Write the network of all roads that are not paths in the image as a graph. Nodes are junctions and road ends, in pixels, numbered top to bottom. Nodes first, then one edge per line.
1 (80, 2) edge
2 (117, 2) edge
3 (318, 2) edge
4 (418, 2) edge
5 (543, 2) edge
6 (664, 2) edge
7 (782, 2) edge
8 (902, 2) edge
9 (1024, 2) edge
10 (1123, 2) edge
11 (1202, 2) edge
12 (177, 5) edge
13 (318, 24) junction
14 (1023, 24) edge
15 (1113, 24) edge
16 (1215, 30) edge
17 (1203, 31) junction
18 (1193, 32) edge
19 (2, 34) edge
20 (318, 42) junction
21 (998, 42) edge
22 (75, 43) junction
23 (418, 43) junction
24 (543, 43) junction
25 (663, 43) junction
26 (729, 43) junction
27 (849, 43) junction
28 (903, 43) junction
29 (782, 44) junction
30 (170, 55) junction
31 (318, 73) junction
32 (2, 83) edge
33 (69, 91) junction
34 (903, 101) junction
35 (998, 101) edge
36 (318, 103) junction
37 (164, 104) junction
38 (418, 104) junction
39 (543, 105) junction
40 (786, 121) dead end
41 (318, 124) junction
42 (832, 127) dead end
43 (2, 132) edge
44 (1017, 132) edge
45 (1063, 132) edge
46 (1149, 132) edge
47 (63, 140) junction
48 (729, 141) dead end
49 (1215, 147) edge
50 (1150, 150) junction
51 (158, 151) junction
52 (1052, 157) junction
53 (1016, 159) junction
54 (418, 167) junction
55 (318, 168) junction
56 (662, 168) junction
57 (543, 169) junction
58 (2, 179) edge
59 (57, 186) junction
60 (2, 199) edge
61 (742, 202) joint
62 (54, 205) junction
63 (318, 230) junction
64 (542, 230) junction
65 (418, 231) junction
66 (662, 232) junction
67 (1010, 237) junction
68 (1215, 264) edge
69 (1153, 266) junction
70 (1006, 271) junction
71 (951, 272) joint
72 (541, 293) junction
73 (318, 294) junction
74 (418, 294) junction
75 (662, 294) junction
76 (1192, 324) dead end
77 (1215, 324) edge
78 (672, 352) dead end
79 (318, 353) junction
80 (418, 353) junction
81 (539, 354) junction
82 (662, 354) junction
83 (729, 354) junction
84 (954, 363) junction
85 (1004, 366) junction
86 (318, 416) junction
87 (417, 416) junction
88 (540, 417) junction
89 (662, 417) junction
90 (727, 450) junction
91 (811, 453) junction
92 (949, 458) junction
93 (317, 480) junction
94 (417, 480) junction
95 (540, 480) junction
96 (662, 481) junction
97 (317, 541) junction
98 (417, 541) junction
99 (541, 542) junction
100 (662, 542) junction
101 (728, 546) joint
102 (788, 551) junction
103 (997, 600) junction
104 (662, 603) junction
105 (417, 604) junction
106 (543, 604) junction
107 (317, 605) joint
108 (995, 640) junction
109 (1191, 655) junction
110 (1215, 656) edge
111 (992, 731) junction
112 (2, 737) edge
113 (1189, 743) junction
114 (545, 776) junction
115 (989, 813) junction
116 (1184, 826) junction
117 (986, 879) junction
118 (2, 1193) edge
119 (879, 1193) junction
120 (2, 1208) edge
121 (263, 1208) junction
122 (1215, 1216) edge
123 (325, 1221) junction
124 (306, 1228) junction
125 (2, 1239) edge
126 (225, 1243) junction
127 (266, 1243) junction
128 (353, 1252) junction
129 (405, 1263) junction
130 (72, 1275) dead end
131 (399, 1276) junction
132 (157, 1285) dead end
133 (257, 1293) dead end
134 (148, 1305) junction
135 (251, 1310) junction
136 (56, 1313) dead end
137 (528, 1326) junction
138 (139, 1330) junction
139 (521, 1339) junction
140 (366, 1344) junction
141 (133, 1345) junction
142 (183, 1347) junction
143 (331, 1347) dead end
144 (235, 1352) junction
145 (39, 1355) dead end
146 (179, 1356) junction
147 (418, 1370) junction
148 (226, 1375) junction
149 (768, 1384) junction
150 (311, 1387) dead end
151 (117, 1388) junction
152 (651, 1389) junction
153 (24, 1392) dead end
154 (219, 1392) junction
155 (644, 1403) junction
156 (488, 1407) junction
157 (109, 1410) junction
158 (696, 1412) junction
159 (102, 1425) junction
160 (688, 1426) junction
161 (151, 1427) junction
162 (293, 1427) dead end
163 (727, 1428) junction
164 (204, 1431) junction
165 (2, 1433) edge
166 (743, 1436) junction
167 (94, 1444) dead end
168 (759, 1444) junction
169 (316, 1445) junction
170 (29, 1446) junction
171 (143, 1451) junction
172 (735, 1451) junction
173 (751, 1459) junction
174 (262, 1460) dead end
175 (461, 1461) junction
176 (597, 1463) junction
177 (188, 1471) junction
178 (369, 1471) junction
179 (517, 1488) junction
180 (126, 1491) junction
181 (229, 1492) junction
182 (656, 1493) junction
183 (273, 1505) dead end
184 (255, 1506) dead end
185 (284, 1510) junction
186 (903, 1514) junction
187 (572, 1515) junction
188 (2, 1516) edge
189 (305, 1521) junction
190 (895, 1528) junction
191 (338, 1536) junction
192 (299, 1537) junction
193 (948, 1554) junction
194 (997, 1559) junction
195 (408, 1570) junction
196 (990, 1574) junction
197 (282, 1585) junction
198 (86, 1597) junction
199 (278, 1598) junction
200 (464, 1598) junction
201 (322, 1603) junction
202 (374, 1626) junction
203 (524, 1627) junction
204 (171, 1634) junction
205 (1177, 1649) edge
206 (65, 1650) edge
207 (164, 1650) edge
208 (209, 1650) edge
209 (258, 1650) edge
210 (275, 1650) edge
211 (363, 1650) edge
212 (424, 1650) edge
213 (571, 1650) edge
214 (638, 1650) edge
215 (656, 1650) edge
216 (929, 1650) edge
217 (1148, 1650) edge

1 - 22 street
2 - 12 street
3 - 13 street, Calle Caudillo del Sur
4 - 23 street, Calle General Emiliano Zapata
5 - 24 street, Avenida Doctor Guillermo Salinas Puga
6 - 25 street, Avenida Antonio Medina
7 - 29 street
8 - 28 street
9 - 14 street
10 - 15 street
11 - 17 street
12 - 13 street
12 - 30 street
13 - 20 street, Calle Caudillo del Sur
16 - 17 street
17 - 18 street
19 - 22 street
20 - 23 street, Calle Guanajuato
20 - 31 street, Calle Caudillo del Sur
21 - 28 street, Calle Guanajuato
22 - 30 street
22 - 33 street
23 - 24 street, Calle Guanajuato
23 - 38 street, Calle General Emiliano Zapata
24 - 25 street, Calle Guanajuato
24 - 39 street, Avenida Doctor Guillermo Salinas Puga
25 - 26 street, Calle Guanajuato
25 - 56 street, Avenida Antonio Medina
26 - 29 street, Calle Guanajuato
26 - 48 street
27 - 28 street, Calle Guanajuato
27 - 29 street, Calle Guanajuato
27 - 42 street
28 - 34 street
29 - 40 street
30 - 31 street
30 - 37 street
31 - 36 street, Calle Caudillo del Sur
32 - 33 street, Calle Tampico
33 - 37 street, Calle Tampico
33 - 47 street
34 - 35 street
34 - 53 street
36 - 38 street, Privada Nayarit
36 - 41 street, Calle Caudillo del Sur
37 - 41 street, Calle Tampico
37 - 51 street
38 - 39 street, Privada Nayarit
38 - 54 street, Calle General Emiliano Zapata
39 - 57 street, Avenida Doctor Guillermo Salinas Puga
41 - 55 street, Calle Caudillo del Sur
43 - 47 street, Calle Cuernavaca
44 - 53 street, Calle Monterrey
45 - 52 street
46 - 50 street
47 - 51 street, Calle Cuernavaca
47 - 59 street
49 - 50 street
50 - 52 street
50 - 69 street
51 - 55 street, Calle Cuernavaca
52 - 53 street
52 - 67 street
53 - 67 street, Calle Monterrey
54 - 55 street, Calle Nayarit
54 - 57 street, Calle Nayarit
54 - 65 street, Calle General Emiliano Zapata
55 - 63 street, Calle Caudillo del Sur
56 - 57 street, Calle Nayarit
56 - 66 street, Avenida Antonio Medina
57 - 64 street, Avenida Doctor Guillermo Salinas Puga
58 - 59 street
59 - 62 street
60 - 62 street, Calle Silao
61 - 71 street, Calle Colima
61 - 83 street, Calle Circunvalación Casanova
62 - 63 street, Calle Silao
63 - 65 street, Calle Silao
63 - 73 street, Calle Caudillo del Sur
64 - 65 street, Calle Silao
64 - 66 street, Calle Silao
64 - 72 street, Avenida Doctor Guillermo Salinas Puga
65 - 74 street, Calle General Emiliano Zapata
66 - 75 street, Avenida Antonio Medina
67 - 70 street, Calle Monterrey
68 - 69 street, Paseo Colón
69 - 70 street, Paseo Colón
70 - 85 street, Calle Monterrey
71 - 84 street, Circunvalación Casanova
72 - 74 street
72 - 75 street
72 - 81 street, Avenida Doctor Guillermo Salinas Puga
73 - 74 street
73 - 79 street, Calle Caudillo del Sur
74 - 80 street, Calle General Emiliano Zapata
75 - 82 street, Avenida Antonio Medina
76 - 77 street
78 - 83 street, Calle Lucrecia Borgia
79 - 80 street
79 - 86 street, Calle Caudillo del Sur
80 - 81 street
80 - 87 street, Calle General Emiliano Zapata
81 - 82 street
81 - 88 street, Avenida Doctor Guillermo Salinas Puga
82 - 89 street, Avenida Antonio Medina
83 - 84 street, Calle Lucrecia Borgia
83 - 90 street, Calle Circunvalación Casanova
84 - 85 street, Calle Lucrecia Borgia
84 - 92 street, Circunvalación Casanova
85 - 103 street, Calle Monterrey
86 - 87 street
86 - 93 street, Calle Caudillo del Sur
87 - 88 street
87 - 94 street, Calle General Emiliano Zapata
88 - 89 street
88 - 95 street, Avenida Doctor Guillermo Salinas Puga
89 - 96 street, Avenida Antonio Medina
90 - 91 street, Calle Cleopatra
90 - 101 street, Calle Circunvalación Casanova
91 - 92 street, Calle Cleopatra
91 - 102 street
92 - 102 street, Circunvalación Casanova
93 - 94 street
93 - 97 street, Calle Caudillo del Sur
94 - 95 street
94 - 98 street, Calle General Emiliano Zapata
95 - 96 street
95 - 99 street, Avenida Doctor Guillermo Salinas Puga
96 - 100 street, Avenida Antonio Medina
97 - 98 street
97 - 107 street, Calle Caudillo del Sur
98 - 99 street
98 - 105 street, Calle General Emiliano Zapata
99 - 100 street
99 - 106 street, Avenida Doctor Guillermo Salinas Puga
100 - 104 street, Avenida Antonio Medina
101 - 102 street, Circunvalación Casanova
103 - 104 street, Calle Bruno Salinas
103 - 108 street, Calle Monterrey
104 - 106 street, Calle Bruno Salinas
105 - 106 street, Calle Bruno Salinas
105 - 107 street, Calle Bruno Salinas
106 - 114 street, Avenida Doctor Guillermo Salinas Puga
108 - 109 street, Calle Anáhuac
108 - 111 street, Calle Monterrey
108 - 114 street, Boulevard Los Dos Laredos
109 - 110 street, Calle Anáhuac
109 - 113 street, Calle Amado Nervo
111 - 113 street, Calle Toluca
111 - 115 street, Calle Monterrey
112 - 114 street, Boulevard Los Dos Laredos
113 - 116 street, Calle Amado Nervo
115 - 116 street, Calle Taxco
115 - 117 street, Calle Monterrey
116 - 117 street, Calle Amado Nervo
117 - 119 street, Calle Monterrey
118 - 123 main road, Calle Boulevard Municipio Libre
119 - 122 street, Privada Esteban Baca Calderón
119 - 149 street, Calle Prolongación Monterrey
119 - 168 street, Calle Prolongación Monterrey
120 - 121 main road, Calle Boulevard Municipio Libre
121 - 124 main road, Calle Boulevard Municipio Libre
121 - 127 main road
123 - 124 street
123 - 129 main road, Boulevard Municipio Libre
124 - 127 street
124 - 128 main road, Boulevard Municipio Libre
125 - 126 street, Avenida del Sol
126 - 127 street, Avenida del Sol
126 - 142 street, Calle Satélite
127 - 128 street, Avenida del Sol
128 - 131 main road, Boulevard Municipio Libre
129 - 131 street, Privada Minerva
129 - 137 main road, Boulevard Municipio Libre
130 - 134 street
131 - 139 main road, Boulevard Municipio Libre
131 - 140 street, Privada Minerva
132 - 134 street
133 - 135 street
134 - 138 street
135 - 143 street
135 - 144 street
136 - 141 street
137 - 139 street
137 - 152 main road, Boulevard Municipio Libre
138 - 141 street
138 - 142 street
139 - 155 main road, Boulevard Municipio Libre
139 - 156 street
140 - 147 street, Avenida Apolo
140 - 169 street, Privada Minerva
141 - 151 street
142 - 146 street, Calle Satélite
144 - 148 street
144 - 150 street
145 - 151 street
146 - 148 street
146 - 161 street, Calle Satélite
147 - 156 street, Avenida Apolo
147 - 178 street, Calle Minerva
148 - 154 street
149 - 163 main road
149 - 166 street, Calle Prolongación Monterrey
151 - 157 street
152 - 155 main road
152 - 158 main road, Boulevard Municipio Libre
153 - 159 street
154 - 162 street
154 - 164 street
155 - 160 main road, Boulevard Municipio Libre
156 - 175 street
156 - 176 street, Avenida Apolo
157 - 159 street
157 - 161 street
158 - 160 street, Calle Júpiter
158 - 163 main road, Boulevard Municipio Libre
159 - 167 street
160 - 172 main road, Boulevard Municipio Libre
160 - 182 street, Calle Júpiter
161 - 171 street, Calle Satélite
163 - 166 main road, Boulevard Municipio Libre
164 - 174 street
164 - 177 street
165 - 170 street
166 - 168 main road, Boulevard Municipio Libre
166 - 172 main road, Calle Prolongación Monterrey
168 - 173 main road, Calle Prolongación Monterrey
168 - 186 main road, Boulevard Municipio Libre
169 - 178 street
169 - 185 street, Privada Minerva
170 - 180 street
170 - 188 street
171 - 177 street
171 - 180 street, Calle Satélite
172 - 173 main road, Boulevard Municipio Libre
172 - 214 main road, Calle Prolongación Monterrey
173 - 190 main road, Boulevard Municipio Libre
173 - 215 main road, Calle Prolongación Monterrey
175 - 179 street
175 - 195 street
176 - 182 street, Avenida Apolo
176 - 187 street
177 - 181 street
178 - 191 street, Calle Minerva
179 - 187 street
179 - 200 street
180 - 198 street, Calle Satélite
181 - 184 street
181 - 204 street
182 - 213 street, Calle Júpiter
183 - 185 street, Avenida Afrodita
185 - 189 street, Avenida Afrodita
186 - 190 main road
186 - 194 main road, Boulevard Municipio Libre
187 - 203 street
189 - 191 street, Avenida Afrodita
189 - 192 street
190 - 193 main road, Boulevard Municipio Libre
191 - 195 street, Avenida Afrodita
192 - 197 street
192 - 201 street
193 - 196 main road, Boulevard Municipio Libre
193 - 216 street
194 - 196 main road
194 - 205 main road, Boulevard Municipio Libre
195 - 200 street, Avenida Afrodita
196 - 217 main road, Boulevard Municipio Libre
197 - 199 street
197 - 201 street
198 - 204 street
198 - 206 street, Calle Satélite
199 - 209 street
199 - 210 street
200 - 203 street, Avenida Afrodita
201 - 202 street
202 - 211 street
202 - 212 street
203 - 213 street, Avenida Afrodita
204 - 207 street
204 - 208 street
◇ ◇ ◇ ◇ ◇
_Task description_:
Find every line in the data above that holds the string "Cuernavaca". Give the number of such lines and nothing else.

_Answer to the exercise_:
3